INFOTREN.ID - Ketua Komisi XI Dewan Perwakilan Rakyat Republik Indonesia (DPR RI), Mukhamad Misbakhun, angkat bicara mengenai wacana yang baru-baru ini disampaikan oleh Presiden Prabowo Subianto. Wacana tersebut secara spesifik menyinggung ihwal penggunaan mata uang Dolar Amerika Serikat (AS) di kalangan masyarakat pedesaan.

Tanggapan resmi dari pimpinan Komisi XI DPR ini muncul sebagai respons langsung terhadap dinamika pasar keuangan domestik. Saat ini, nilai tukar Rupiah sedang menghadapi tekanan yang cukup signifikan di kancah internasional.

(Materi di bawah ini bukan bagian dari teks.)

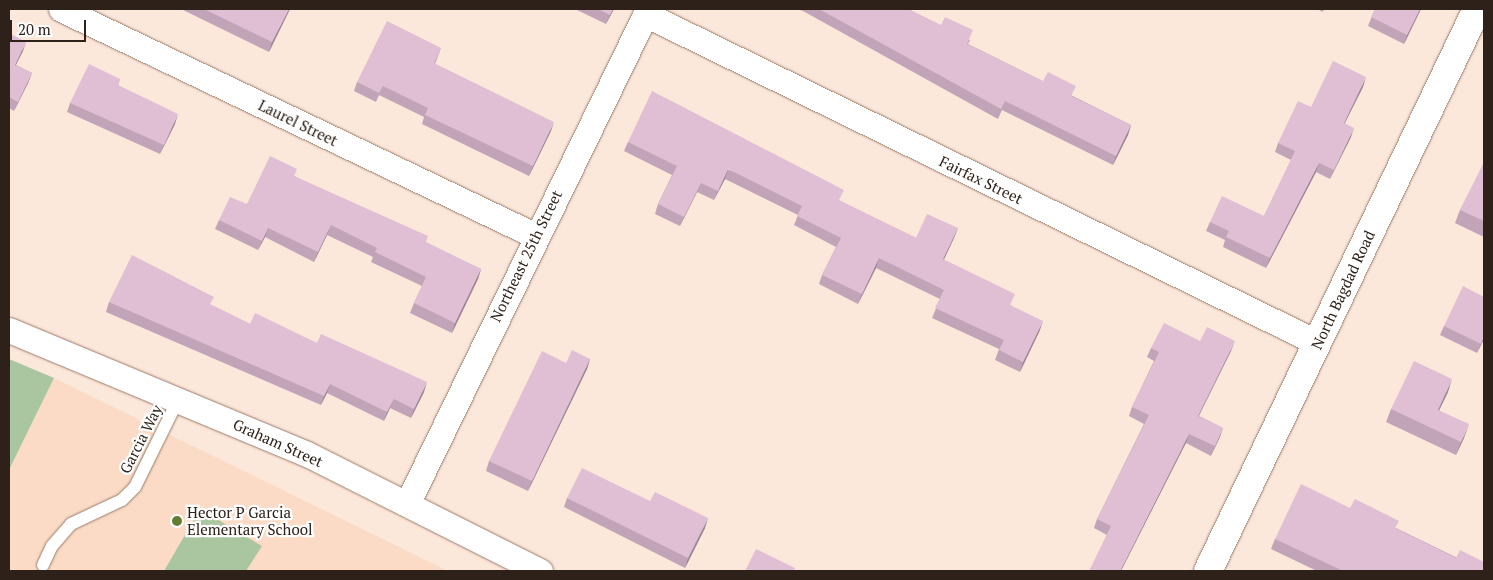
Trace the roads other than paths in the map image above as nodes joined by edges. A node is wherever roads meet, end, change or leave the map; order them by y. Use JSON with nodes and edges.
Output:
{"nodes":[{"id":1,"x":61,"y":9,"type":"edge"},
{"id":2,"x":1477,"y":9,"type":"edge"},
{"id":3,"x":646,"y":11,"type":"edge"},
{"id":4,"x":536,"y":236,"type":"junction"},
{"id":5,"x":9,"y":330,"type":"edge"},
{"id":6,"x":1318,"y":343,"type":"junction"},
{"id":7,"x":178,"y":400,"type":"junction"},
{"id":8,"x":407,"y":504,"type":"junction"},
{"id":9,"x":42,"y":569,"type":"edge"},
{"id":10,"x":540,"y":571,"type":"edge"},
{"id":11,"x":1208,"y":571,"type":"edge"}],
"edges":[{"from":1,"to":4,"type":"street","name":"Laurel Street"},
{"from":2,"to":6,"type":"street","name":"North Bagdad Road"},
{"from":3,"to":4,"type":"street","name":"Northeast 25th Street"},
{"from":3,"to":6,"type":"street","name":"Fairfax Street"},
{"from":4,"to":8,"type":"street","name":"Northeast 25th Street"},
{"from":5,"to":7,"type":"street","name":"Graham Street"},
{"from":6,"to":11,"type":"street","name":"North Bagdad Road"},
{"from":7,"to":8,"type":"street","name":"Graham Street"},
{"from":7,"to":9,"type":"lane","name":"Garcia Way"},
{"from":8,"to":10,"type":"street","name":"Graham Street"}]}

Misbakhun menginterpretasikan pernyataan kepresidenan tersebut bukan sekadar obrolan ringan, melainkan sebuah langkah strategis yang terencana. Langkah ini diduga kuat memiliki tujuan untuk memengaruhi persepsi dan menstabilkan sentimen publik yang tengah khawatir.

Permasalahan utama yang melatarbelakangi tanggapan ini adalah pelemahan nilai tukar Rupiah yang terus menjadi sorotan utama. Sentimen negatif di pasar keuangan seringkali diperparah oleh isu-isu yang beredar di masyarakat luas.

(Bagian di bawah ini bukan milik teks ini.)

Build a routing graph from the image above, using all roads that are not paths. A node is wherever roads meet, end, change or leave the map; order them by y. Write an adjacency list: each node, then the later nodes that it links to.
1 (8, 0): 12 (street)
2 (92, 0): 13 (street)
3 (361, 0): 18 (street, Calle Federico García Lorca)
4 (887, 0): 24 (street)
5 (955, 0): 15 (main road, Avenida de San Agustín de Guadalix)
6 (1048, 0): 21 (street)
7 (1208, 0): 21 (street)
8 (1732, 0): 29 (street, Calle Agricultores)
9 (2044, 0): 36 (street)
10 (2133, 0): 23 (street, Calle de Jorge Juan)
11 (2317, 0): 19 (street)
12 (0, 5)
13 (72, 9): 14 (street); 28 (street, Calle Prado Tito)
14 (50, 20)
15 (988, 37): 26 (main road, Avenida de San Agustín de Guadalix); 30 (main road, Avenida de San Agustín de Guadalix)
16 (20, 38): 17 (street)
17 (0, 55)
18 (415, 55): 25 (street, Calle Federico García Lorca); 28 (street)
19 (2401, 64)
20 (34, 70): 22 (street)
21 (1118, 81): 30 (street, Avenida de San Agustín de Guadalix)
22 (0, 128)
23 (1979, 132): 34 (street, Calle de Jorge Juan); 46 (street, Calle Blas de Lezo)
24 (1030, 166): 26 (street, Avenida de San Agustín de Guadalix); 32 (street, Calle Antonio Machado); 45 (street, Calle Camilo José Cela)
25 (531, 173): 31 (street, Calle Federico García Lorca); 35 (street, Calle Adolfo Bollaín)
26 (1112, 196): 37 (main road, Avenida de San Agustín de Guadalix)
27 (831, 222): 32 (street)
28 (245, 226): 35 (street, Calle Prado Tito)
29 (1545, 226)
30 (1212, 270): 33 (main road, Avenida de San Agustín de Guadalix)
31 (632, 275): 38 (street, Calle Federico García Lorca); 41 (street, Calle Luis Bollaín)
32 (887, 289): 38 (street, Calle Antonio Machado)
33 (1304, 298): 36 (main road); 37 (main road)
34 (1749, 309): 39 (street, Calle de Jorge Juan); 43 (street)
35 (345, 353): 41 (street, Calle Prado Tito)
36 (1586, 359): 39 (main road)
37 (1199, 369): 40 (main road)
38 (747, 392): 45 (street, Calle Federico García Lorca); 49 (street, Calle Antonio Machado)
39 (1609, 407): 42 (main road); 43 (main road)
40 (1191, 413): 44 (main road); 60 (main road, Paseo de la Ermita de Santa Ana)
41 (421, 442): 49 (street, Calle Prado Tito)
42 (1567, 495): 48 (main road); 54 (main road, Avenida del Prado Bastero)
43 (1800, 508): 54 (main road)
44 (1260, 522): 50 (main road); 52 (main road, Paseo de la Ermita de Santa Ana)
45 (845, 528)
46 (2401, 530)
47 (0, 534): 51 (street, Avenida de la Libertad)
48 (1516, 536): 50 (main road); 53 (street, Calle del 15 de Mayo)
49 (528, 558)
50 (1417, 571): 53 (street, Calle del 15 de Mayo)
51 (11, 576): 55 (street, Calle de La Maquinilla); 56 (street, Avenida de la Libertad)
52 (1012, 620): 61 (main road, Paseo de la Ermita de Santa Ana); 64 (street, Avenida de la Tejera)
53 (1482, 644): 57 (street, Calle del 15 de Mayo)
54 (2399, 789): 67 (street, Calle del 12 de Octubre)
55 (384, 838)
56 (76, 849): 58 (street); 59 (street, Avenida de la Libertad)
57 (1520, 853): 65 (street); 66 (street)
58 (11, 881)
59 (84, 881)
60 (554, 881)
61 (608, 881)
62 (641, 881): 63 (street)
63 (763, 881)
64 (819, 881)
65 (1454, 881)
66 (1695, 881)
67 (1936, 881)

"Pernyataan tersebut merupakan upaya untuk menstabilkan sentimen publik di tengah tekanan Rupiah," kata Mukhamad Misbakhun.

Dilansir dari BISNISMARKET.COM, fokus pernyataan Presiden Prabowo adalah mengenai adanya praktik penggunaan mata uang asing, khususnya Dolar AS, yang diklaim terjadi di beberapa wilayah pedesaan Indonesia. Hal ini menjadi indikasi adanya kekhawatiran terhadap dolarisasi informal.

Politisi tersebut melihat bahwa pengungkapan isu penggunaan Dolar di pedesaan oleh Presiden adalah sebuah strategi komunikasi yang terukur. Tujuannya adalah untuk meredam spekulasi liar yang bisa memperburuk kondisi mata uang Garuda.

Misbakhun menekankan bahwa komunikasi dari tingkat kepresidenan sangat krusial dalam menjaga kepercayaan investor dan masyarakat. Tindakan ini diharapkan dapat mengendalikan psikologi pasar yang rentan terhadap volatilitas.

Dikutip dari BISNISMARKET.COM, Mukhamad Misbakhun secara tegas menyampaikan pandangannya mengenai maksud di balik pernyataan tersebut. Ia meyakini ada motif tersembunyi yang bertujuan menjaga stabilitas ekonomi makro.